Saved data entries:
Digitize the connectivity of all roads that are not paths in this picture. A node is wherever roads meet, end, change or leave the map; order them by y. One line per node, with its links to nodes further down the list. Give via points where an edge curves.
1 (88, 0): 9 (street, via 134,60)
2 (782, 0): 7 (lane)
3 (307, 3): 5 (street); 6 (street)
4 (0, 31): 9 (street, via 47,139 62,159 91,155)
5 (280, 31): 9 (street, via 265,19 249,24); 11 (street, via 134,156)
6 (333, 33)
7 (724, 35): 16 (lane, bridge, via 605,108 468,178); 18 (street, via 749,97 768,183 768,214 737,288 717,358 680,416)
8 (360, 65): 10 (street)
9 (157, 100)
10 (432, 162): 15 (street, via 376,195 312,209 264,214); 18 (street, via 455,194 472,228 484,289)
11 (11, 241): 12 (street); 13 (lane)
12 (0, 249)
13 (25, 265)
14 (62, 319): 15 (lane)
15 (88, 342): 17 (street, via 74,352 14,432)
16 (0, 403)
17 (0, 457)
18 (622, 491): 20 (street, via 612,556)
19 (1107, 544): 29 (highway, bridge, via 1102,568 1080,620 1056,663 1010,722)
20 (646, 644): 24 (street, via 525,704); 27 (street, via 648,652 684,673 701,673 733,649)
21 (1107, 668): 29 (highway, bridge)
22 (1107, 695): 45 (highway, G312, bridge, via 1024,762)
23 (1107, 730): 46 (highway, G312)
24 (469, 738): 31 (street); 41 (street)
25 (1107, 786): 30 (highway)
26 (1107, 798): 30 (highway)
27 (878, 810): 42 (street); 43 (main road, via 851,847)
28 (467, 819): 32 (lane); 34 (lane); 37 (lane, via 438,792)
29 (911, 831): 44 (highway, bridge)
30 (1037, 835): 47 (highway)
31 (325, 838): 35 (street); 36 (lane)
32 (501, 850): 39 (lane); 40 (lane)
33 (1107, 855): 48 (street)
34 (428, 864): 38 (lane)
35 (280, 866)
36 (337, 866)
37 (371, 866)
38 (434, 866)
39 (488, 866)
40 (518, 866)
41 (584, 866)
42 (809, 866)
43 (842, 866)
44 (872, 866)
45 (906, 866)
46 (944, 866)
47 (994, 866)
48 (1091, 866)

Exercise objective:
I need every line of the data that has the word "highway"; please list them.

Solution:
19 (1107, 544): 29 (highway, bridge, via 1102,568 1080,620 1056,663 1010,722)
21 (1107, 668): 29 (highway, bridge)
22 (1107, 695): 45 (highway, G312, bridge, via 1024,762)
23 (1107, 730): 46 (highway, G312)
25 (1107, 786): 30 (highway)
26 (1107, 798): 30 (highway)
29 (911, 831): 44 (highway, bridge)
30 (1037, 835): 47 (highway)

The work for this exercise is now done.